(Beginning of Supplied material)

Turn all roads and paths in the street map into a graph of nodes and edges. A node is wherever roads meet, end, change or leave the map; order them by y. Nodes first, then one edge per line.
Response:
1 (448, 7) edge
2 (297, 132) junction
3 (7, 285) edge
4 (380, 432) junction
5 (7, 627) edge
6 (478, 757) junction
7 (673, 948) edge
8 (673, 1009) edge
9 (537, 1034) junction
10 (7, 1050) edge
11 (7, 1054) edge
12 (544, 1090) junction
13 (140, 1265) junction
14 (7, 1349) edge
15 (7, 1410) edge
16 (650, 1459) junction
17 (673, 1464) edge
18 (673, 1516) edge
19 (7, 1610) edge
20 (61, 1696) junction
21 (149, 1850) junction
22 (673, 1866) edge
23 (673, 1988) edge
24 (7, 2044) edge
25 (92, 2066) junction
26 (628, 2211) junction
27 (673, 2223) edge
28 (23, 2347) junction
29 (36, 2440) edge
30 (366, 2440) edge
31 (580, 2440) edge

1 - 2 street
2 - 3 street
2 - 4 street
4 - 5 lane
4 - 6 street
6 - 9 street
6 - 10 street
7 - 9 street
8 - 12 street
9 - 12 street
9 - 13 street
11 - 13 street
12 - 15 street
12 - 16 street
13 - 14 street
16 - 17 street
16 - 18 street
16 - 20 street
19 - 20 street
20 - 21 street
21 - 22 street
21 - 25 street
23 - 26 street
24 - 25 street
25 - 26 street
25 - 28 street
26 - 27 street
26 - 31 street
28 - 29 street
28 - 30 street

(End of Supplied material)

■ **Action item**
Each record above is to be printed again exactly as written.

■ **Solution to this problem**
Turn all roads and paths in the street map into a graph of nodes and edges. A node is wherever roads meet, end, change or leave the map; order them by y. Nodes first, then one edge per line.
Response:
1 (448, 7) edge
2 (297, 132) junction
3 (7, 285) edge
4 (380, 432) junction
5 (7, 627) edge
6 (478, 757) junction
7 (673, 948) edge
8 (673, 1009) edge
9 (537, 1034) junction
10 (7, 1050) edge
11 (7, 1054) edge
12 (544, 1090) junction
13 (140, 1265) junction
14 (7, 1349) edge
15 (7, 1410) edge
16 (650, 1459) junction
17 (673, 1464) edge
18 (673, 1516) edge
19 (7, 1610) edge
20 (61, 1696) junction
21 (149, 1850) junction
22 (673, 1866) edge
23 (673, 1988) edge
24 (7, 2044) edge
25 (92, 2066) junction
26 (628, 2211) junction
27 (673, 2223) edge
28 (23, 2347) junction
29 (36, 2440) edge
30 (366, 2440) edge
31 (580, 2440) edge

1 - 2 street
2 - 3 street
2 - 4 street
4 - 5 lane
4 - 6 street
6 - 9 street
6 - 10 street
7 - 9 street
8 - 12 street
9 - 12 street
9 - 13 street
11 - 13 street
12 - 15 street
12 - 16 street
13 - 14 street
16 - 17 street
16 - 18 street
16 - 20 street
19 - 20 street
20 - 21 street
21 - 22 street
21 - 25 street
23 - 26 street
24 - 25 street
25 - 26 street
25 - 28 street
26 - 27 street
26 - 31 street
28 - 29 street
28 - 30 street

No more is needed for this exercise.